The AWDC is the umbrella organisation for the entire industry, with an office in the centre of the diamond district. “We have 72 nationalities working here,” says Donckier. “While there are other trading hubs, Antwerp is still crucial because we are politically neutral. An Arab, for instance, can’t exactly go to Israel to trade. Here, it’s not a problem for an Indian to trade with an Israeli, an Arab or someone from China. That’s the strength of Antwerp.”

And while the lion’s share of polishing is done in India, the most skilled polishing is still done in Antwerp. Large stones are usually cut and polished here because the tiniest mistake can reduce its value substantially. A perfect polish can raise the value just as much.

Antwerp was also instrumental in leading the charge against conflict diamonds – also known as blood diamonds – about 20 years ago. When it was discovered that an illegal diamond trade was funding insurgencies and warlords in Africa, the AWDC funded the Antwerp Diamond Council, which developed the Kimberley Process. Kimberley has brought the trade in conflict diamonds, which was found in the artisanal diamond sifting trade, from a high of 15% in about 2000 to less than 0.02% today.

“There are now many initiatives in nplace to prevent the sale of blood diamonds,” says Donckier. “And the Kimberley process is constantly under review. When it was started, it was focused on blood diamonds, but now we are more concerned with working conditions and sustainability.”

So … are diamonds forever? Well, they’ve certainly been around the longest.
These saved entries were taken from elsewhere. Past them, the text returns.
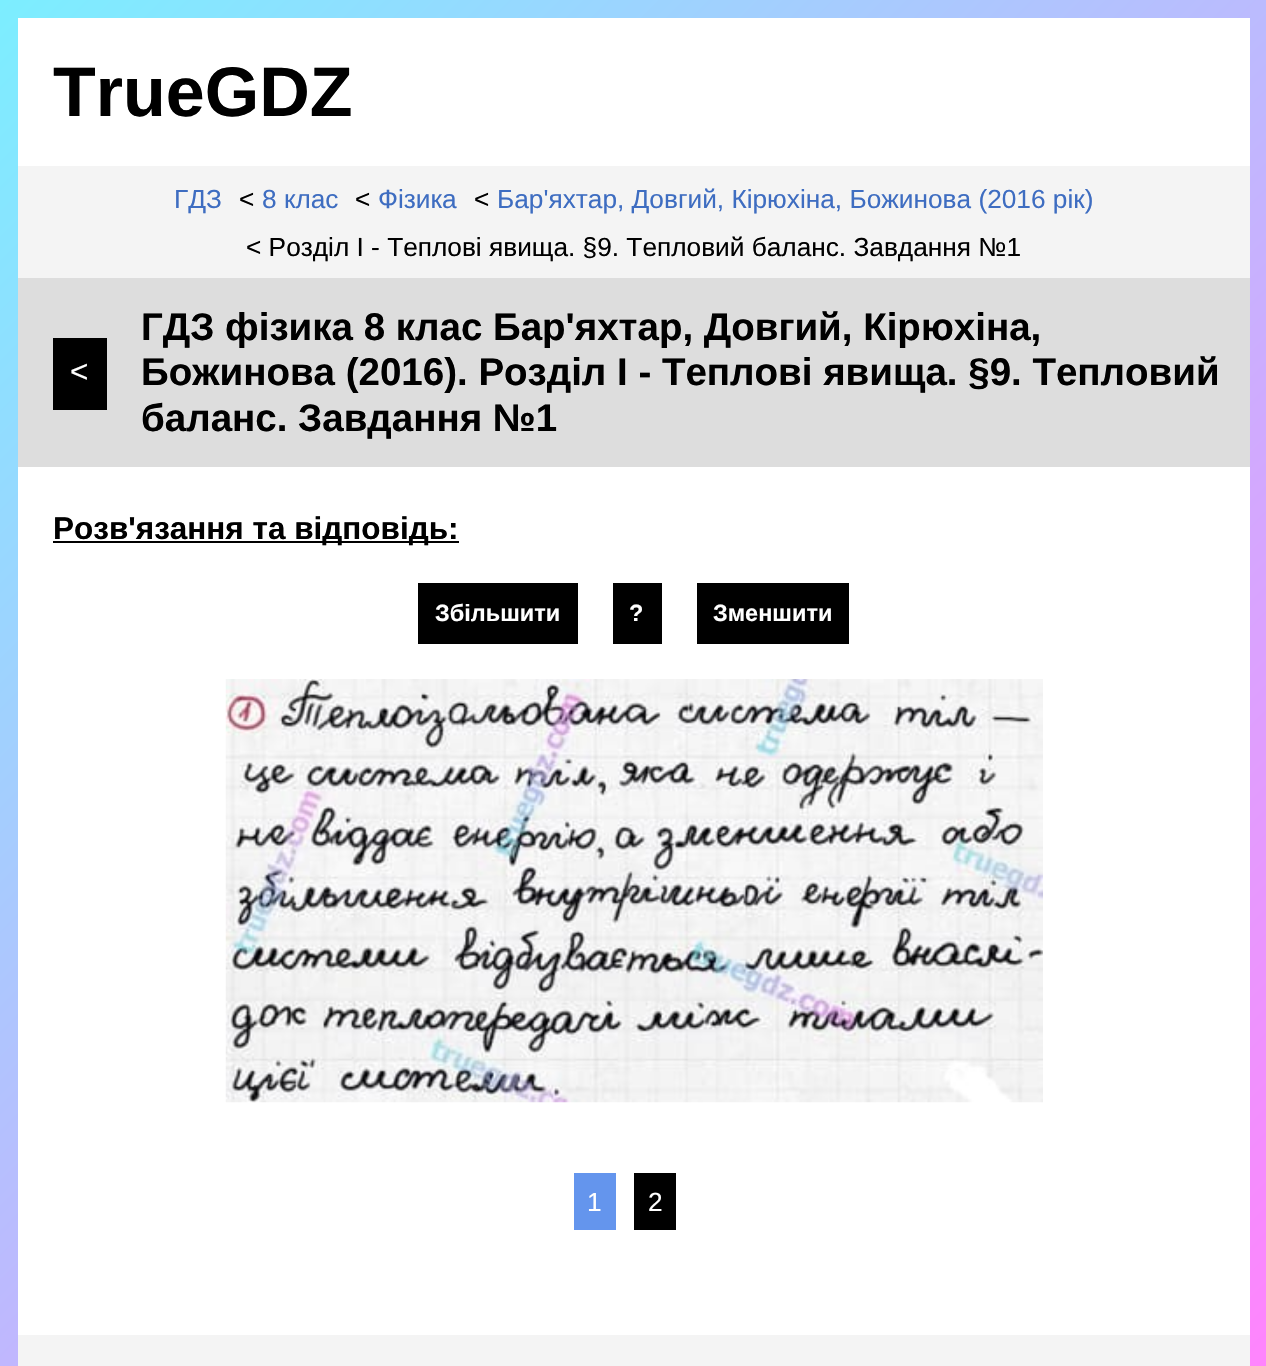 void draw(SkCanvas* canvas) {
    SkPaint paint;
    paint.setAntiAlias(true);
    auto face = [&](const char* family, int weight, float size, bool italic = false) {
        SkFontStyle style(weight, SkFontStyle::kNormal_Width,
            italic ? SkFontStyle::kItalic_Slant : SkFontStyle::kUpright_Slant);
        SkFont result(fontMgr->matchFamilyStyle(family, style), size);
        result.setSubpixel(true);
        return result;
    };
    auto write = [&](const char* s, float x, float y, const SkFont& font, SkColor color) {
        SkPaint ink(SkColor4f::FromColor(color));
        ink.setAntiAlias(true);
        canvas->drawString(s, x, y, font, ink);
    };
    auto block = [&](float x, float y, float w, float h, SkColor color) {
        SkPaint ink(SkColor4f::FromColor(color));
        ink.setAntiAlias(true);
        canvas->drawRect(SkRect::MakeXYWH(x, y, w, h), ink);
    };
    auto paste = [&](const char* path, float x, float y, float w, float h) {
        auto image = SkImages::DeferredFromEncodedData(SkData::MakeFromFileName(path));
        canvas->drawImageRect(image, SkRect::MakeXYWH(x, y, w, h), SkSamplingOptions());
    };
    canvas->clear(SK_ColorWHITE);
    {
        const SkColor colors[] = {SkColorSetRGB(124, 238, 255), SkColorSetRGB(255, 132, 253)};
        const float stops[] = {0, 1};
        const SkPoint ends[] = {{-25, 25}, {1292, 1342}};
        paint.setShader(SkGradientShader::MakeLinear(ends, colors, stops, 2, SkTileMode::kClamp));
        paint.setAlpha(255);
    }
    canvas->drawRect(SkRect::MakeXYWH(0, 0, 1266, 1366), paint);
    block(18, 18, 1232, 1317, SK_ColorWHITE);
    auto kFont1 = face("Liberation Sans", 700, 70);
    write("TrueGDZ", 53, 116, kFont1, SK_ColorBLACK);
    block(18, 166, 1232, 112, SkColorSetRGB(244, 244, 244));
    auto kFont2 = face("Liberation Sans", 400, 26.25f);
    write("ГДЗ", 174, 208, kFont2, SkColorSetRGB(62, 109, 193));
    write("<", 239, 208, kFont2, SK_ColorBLACK);
    write("8 клас", 262, 208, kFont2, SkColorSetRGB(62, 109, 193));
    write("<", 355, 208, kFont2, SK_ColorBLACK);
    write("Фізика", 378, 208, kFont2, SkColorSetRGB(62, 109, 193));
    write("<", 474, 208, kFont2, SK_ColorBLACK);
    write("Бар'яхтар, Довгий, Кірюхіна, Божинова (2016 рік)", 497, 208, kFont2, SkColorSetRGB(62, 109, 193));
    write("< Розділ I - Теплові явища. §9. Тепловий баланс. Завдання №1", 246, 256, kFont2, SK_ColorBLACK);
    block(18, 278, 1232, 189, SkColorSetRGB(221, 221, 221));
    block(53, 338, 54, 72, SK_ColorBLACK);
    auto kFont3 = face("Liberation Sans", 400, 31.5f);
    write("<", 70, 382, kFont3, SK_ColorWHITE);
    auto kFont4 = face("Liberation Sans", 700, 38.5f);
    write("ГДЗ фізика 8 клас Бар'яхтар, Довгий, Кірюхіна,", 141, 340, kFont4, SK_ColorBLACK);
    write("Божинова (2016). Розділ I - Теплові явища. §9. Тепловий", 141, 385, kFont4, SK_ColorBLACK);
    write("баланс. Завдання №1", 141, 431, kFont4, SK_ColorBLACK);
    block(53, 541, 406, 2, SK_ColorBLACK);
    auto kFont5 = face("Liberation Sans", 700, 31.5f);
    write("Розв'язання та відповідь:", 53, 539, kFont5, SK_ColorBLACK);
    block(418, 583, 160, 61, SK_ColorBLACK);
    auto kFont6 = face("Liberation Sans", 700, 23.5f);
    write("Збільшити", 435, 621, kFont6, SK_ColorWHITE);
    block(613, 583, 49, 61, SK_ColorBLACK);
    write("?", 629, 621, kFont6, SK_ColorWHITE);
    block(697, 583, 152, 61, SK_ColorBLACK);
    write("Зменшити", 713, 621, kFont6, SK_ColorWHITE);
    paste("pic1.png", 225, 679, 818, 424);
    block(574, 1173, 42, 57, SkColorSetRGB(100, 149, 237));
    write("1", 587, 1211, kFont2, SK_ColorWHITE);
    block(634, 1173, 42, 57, SK_ColorBLACK);
    write("2", 648, 1211, kFont2, SK_ColorWHITE);
    block(18, 1335, 1232, 31, SkColorSetRGB(244, 244, 244));
}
While most gemstones take millions of years to form, every diamond in existence is more than one billion years old. “There was a big explosion in the centre of the earth, and that’s where the diamonds come from,” says Donckier. So in fact, the diamonds coming out of mines today are the first – and the last. “One day we will run out of diamonds, absolutely.”

The 4 Cs

Are the biggest diamonds the most expensive? Not necessarily. The value of a polished diamond depends on the four Cs. Trader Stefan Leemans of Silvius Druon explains.
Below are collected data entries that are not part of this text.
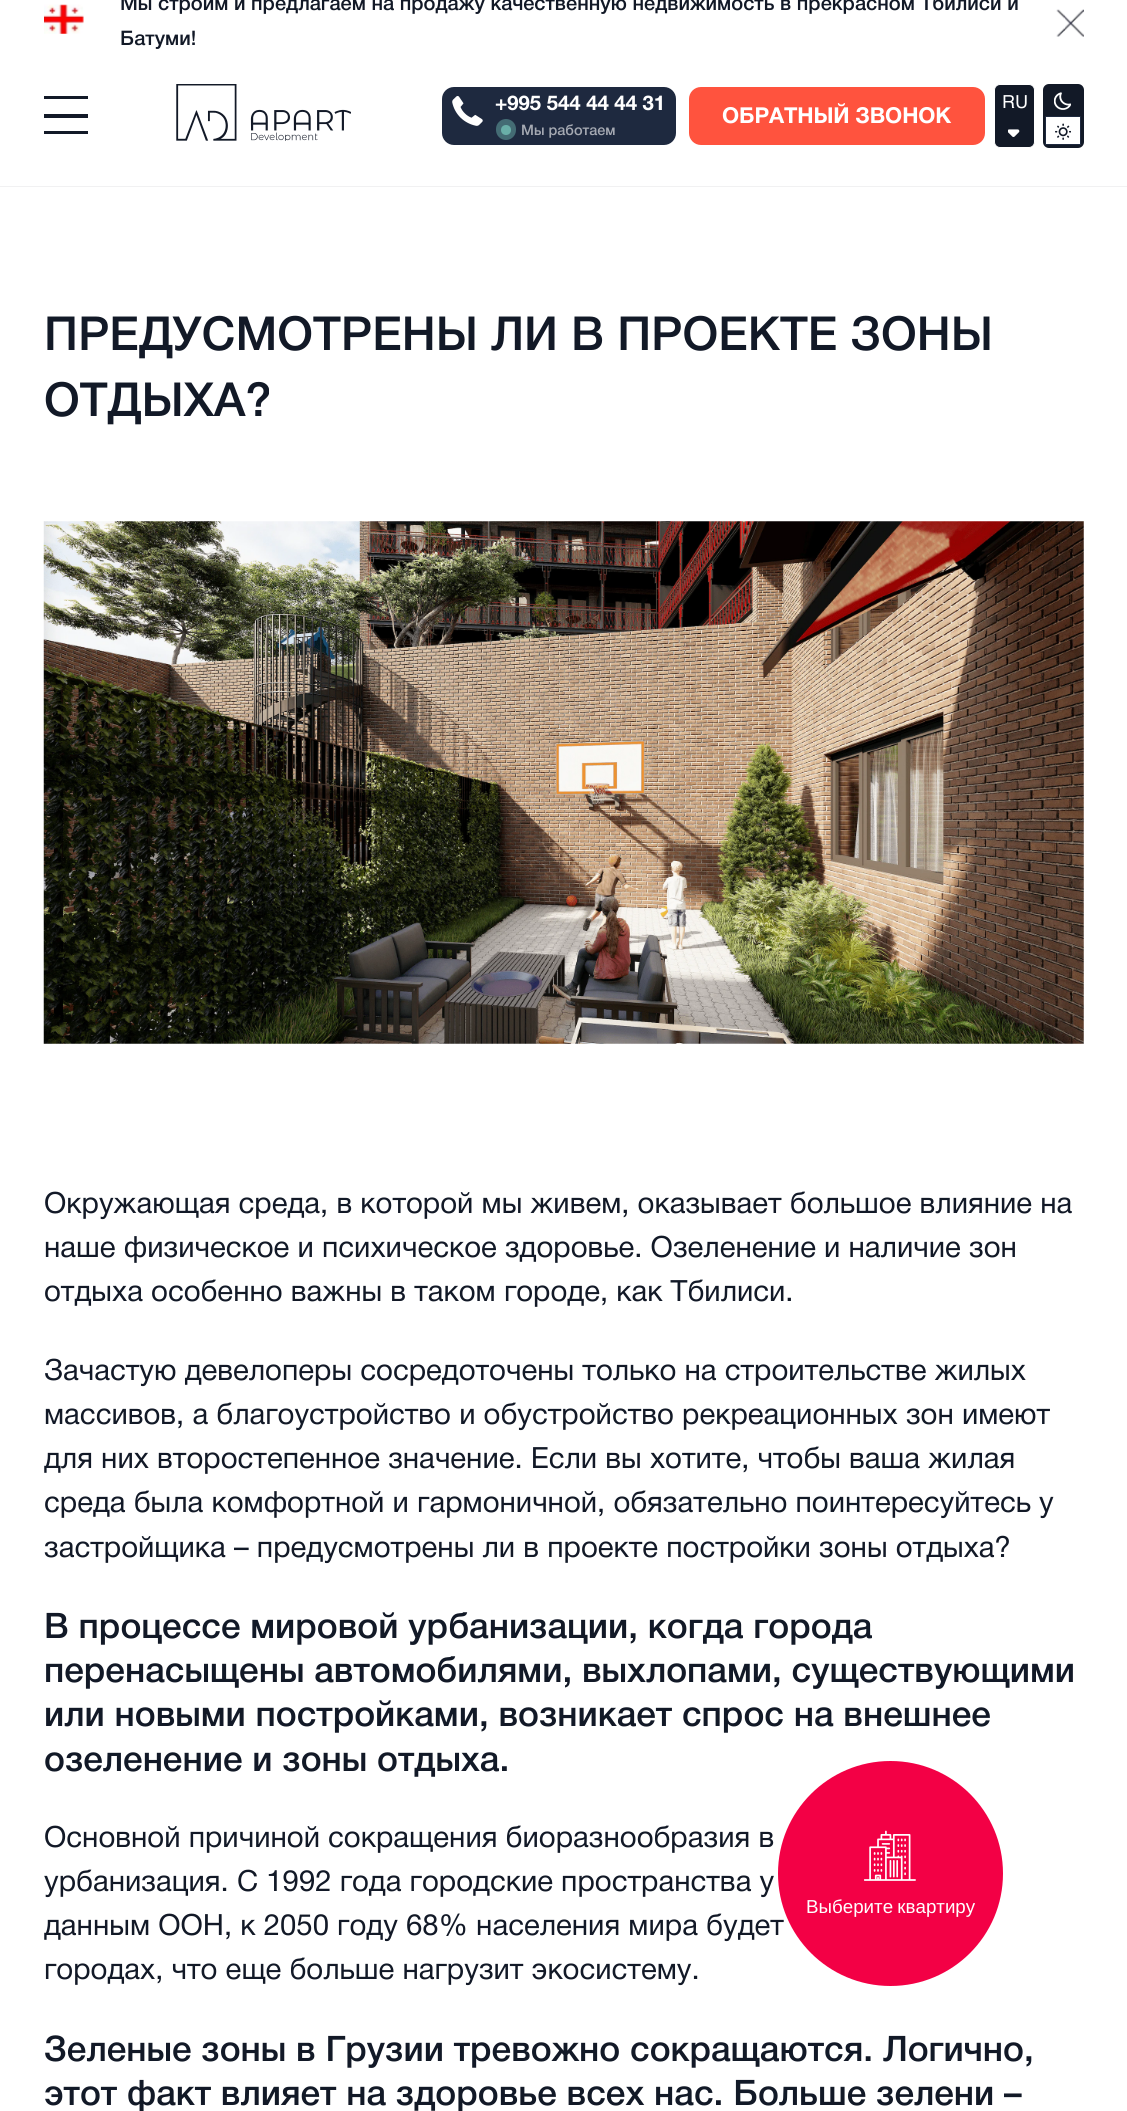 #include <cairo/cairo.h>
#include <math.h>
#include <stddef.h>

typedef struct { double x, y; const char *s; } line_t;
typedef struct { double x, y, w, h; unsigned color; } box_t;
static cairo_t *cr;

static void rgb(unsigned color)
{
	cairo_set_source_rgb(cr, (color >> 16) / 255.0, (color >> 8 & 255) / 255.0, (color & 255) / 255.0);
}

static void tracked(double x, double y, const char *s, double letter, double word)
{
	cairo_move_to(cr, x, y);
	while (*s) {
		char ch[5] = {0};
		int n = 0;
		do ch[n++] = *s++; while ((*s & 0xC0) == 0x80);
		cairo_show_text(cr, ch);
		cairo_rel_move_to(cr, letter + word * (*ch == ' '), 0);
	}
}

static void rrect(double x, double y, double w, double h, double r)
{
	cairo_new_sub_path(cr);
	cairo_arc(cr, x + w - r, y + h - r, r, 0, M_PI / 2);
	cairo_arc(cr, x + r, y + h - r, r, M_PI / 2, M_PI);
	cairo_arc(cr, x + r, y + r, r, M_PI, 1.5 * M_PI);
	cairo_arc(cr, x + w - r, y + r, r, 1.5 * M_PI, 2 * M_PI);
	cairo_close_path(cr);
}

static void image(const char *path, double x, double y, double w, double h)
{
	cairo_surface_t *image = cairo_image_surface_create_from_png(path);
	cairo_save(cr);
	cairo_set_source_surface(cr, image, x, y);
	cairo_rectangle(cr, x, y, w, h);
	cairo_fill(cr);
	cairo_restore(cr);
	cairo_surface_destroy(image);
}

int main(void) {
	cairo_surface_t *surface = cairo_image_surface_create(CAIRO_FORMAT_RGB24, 1127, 2111);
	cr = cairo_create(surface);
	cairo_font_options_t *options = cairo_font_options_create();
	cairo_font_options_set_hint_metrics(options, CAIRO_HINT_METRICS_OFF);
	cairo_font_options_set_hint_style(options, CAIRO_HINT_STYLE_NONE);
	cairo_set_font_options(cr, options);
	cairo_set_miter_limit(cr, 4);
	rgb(0xffffff);
	cairo_paint(cr);
	image("img/1.png", 44, 4, 40, 30);
	image("img/2.png", 1056, 9, 28, 28);
	{
		static const box_t items[] = {
			{0, 186, 1127, 1, 0xf1f1f2},
			{44, 96, 44, 3, 0x121927},
			{44, 114, 44, 4, 0x121927},
			{44, 131, 44, 3, 0x121927},
		};
		for (size_t i = 0; i < sizeof items / sizeof *items; i++) {
			rgb(items[i].color);
			cairo_rectangle(cr, items[i].x, items[i].y, items[i].w, items[i].h);
			cairo_fill(cr);
		}
	}
	image("img/3.png", 176, 84, 175, 57);
	rgb(0x1e293f);
	rrect(440.5, 85.5, 237, 61, 13.5);
	cairo_fill_preserve(cr);
	rgb(0xffffff);
	cairo_set_line_width(cr, 3);
	cairo_stroke(cr);
	image("img/4.png", 452, 96, 31, 30);
	rgb(0x446c74);
	rrect(496, 119, 20, 21, 10);
	cairo_fill(cr);
	rgb(0x69afa8);
	cairo_arc(cr, 506, 130, 5, 0, 2 * M_PI);
	cairo_fill(cr);
	rgb(0xff533e);
	rrect(687.5, 85.5, 299, 61, 13.5);
	cairo_fill_preserve(cr);
	rgb(0xffffff);
	cairo_stroke(cr);
	rgb(0x121927);
	rrect(994.5, 84.5, 40, 63, 5.5);
	cairo_fill_preserve(cr);
	rgb(0xffffff);
	cairo_set_line_width(cr, 1);
	cairo_stroke(cr);
	image("img/5.png", 1008, 129, 12, 8);
	rrect(1044.5, 85.5, 38, 61, 4.5);
	rgb(0x121927);
	cairo_set_line_width(cr, 3);
	cairo_stroke(cr);
	cairo_new_path(cr);
	cairo_move_to(cr, 1046, 86);
	cairo_line_to(cr, 1080, 86);
	cairo_curve_to(cr, 1080.5, 86, 1081, 86.5, 1081, 87);
	cairo_line_to(cr, 1081, 116);
	cairo_line_to(cr, 1045, 116);
	cairo_line_to(cr, 1045, 87);
	cairo_curve_to(cr, 1045, 86.5, 1045.5, 86, 1046, 86);
	cairo_close_path(cr);
	cairo_fill(cr);
	image("img/6.png", 1054, 92, 17, 18);
	rgb(0xffffff);
	cairo_new_path(cr);
	cairo_move_to(cr, 1045.5, 116.5);
	cairo_line_to(cr, 1080.5, 116.5);
	cairo_line_to(cr, 1080.5, 144);
	cairo_curve_to(cr, 1080.5, 144.5, 1080.5, 144.5, 1080, 144.5);
	cairo_line_to(cr, 1046, 144.5);
	cairo_curve_to(cr, 1045.5, 144.5, 1045.5, 144.5, 1045.5, 144);
	cairo_close_path(cr);
	cairo_fill_preserve(cr);
	rgb(0x1e293f);
	cairo_set_line_width(cr, 1);
	cairo_stroke(cr);
	image("img/7.png", 1055, 123, 16, 17);
	image("img/8.png", 43, 521, 1041, 523);
	cairo_select_font_face(cr, "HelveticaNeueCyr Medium", CAIRO_FONT_SLANT_NORMAL, CAIRO_FONT_WEIGHT_NORMAL);
	cairo_set_font_size(cr, 20.1);
	rgb(0x121927);
	cairo_move_to(cr, 120, 10);
	cairo_show_text(cr, "Мы строим и предлагаем на продажу качественную недвижимость в прекрасном Тбилиси и");
	cairo_move_to(cr, 120, 45);
	cairo_show_text(cr, "Батуми!");
	cairo_select_font_face(cr, "HelveticaNeueCyr", CAIRO_FONT_SLANT_NORMAL, CAIRO_FONT_WEIGHT_BOLD);
	cairo_set_font_size(cr, 20.5);
	rgb(0xffffff);
	tracked(495, 110, "+995 544 44 44 31", -0.1, 0);
	cairo_select_font_face(cr, "HelveticaNeueCyr Medium", CAIRO_FONT_SLANT_NORMAL, CAIRO_FONT_WEIGHT_NORMAL);
	cairo_set_font_size(cr, 14.5);
	rgb(0xa5a9b2);
	cairo_move_to(cr, 521, 135);
	cairo_show_text(cr, "Мы работаем");
	cairo_select_font_face(cr, "HelveticaNeueCyr", CAIRO_FONT_SLANT_NORMAL, CAIRO_FONT_WEIGHT_BOLD);
	cairo_set_font_size(cr, 22);
	rgb(0xffffff);
	tracked(722, 123, "ОБРАТНЫЙ ЗВОНОК", -0.1, 0);
	cairo_select_font_face(cr, "Helvetica", CAIRO_FONT_SLANT_NORMAL, CAIRO_FONT_WEIGHT_NORMAL);
	cairo_set_font_size(cr, 18);
	cairo_move_to(cr, 1002, 108);
	cairo_show_text(cr, "RU");
	cairo_select_font_face(cr, "HelveticaNeueCyr Medium", CAIRO_FONT_SLANT_NORMAL, CAIRO_FONT_WEIGHT_NORMAL);
	cairo_set_font_size(cr, 47);
	rgb(0x121927);
	cairo_move_to(cr, 44, 350);
	cairo_show_text(cr, "ПРЕДУСМОТРЕНЫ ЛИ В ПРОЕКТЕ ЗОНЫ");
	cairo_move_to(cr, 44, 416);
	cairo_show_text(cr, "ОТДЫХА?");
	cairo_select_font_face(cr, "HelveticaNeueCyr", CAIRO_FONT_SLANT_NORMAL, CAIRO_FONT_WEIGHT_NORMAL);
	cairo_set_font_size(cr, 29.35);
	{
		static const line_t items[] = {
			{44, 1213, "Окружающая среда, в которой мы живем, оказывает большое влияние на"},
			{44, 1257, "наше физическое и психическое здоровье. Озеленение и наличие зон"},
			{44, 1301, "отдыха особенно важны в таком городе, как Тбилиси."},
			{44, 1380, "Зачастую девелоперы сосредоточены только на строительстве жилых"},
			{44, 1424, "массивов, а благоустройство и обустройство рекреационных зон имеют"},
			{44, 1468, "для них второстепенное значение. Если вы хотите, чтобы ваша жилая"},
			{44, 1512, "среда была комфортной и гармоничной, обязательно поинтересуйтесь у"},
			{44, 1557, "застройщика – предусмотрены ли в проекте постройки зоны отдыха?"},
		};
		for (size_t i = 0; i < sizeof items / sizeof *items; i++) {
			cairo_move_to(cr, items[i].x, items[i].y);
			cairo_show_text(cr, items[i].s);
		}
	}
	cairo_select_font_face(cr, "HelveticaNeueCyr Medium", CAIRO_FONT_SLANT_NORMAL, CAIRO_FONT_WEIGHT_NORMAL);
	cairo_set_font_size(cr, 35.25);
	{
		static const line_t items[] = {
			{44, 1638, "В процессе мировой урбанизации, когда города"},
			{44, 1682, "перенасыщены автомобилями, выхлопами, существующими"},
			{44, 1726, "или новыми постройками, возникает спрос на внешнее"},
			{44, 1771, "озеленение и зоны отдыха."},
		};
		for (size_t i = 0; i < sizeof items / sizeof *items; i++) {
			cairo_move_to(cr, items[i].x, items[i].y);
			cairo_show_text(cr, items[i].s);
		}
	}
	cairo_select_font_face(cr, "HelveticaNeueCyr", CAIRO_FONT_SLANT_NORMAL, CAIRO_FONT_WEIGHT_NORMAL);
	cairo_set_font_size(cr, 29.35);
	{
		static const line_t items[] = {
			{44, 1847, "Основной причиной сокращения биоразнообразия в"},
			{44, 1891, "урбанизация. С 1992 года городские пространства у"},
			{44, 1935, "данным ООН, к 2050 году 68% населения мира будет"},
			{44, 1979, "городах, что еще больше нагрузит экосистему."},
		};
		for (size_t i = 0; i < sizeof items / sizeof *items; i++) {
			cairo_move_to(cr, items[i].x, items[i].y);
			cairo_show_text(cr, items[i].s);
		}
	}
	cairo_select_font_face(cr, "HelveticaNeueCyr Medium", CAIRO_FONT_SLANT_NORMAL, CAIRO_FONT_WEIGHT_NORMAL);
	cairo_set_font_size(cr, 35.25);
	cairo_move_to(cr, 44, 2061);
	cairo_show_text(cr, "Зеленые зоны в Грузии тревожно сокращаются. Логично,");
	cairo_move_to(cr, 44, 2105);
	cairo_show_text(cr, "этот факт влияет на здоровье всех нас. Больше зелени –");
	rgb(0xf30045);
	cairo_new_path(cr);
	cairo_arc(cr, 890.5, 1873.5, 112.5, 0, 2 * M_PI);
	cairo_fill(cr);
	image("img/9.png", 864, 1830, 52, 51);
	cairo_select_font_face(cr, "Liberation Sans", CAIRO_FONT_SLANT_NORMAL, CAIRO_FONT_WEIGHT_NORMAL);
	cairo_set_font_size(cr, 18.75);
	rgb(0xffffff);
	tracked(806, 1913, "Выберите квартиру", 0, -1);
	cairo_surface_write_to_png(surface, "page.png");
	cairo_font_options_destroy(options);
	cairo_destroy(cr);
	cairo_surface_destroy(surface);
	return 0;
}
  • Carat: This is purely the weight of the diamond, with 1 carat equal to 20g. The price rises exponentially based on the carat.
  • Colour: Based on a scale from ‘D’ (white) to ‘Z’ (yellow). The whiter the colour, the rarer the stone, and the higher the price.
  • Clarity: How perfectly formed the rough diamond is, particularly when it comes to ‘inclusions’, which are tiny imperfections. The bigger the imperfection, the less
  • valuable the diamond.
  • Cut: How well it has been cut and polished, whether it is perfectly proportionate. This influences how it reflects the light and is described as ‘excellent’, ‘good’, ‘poor’, etc.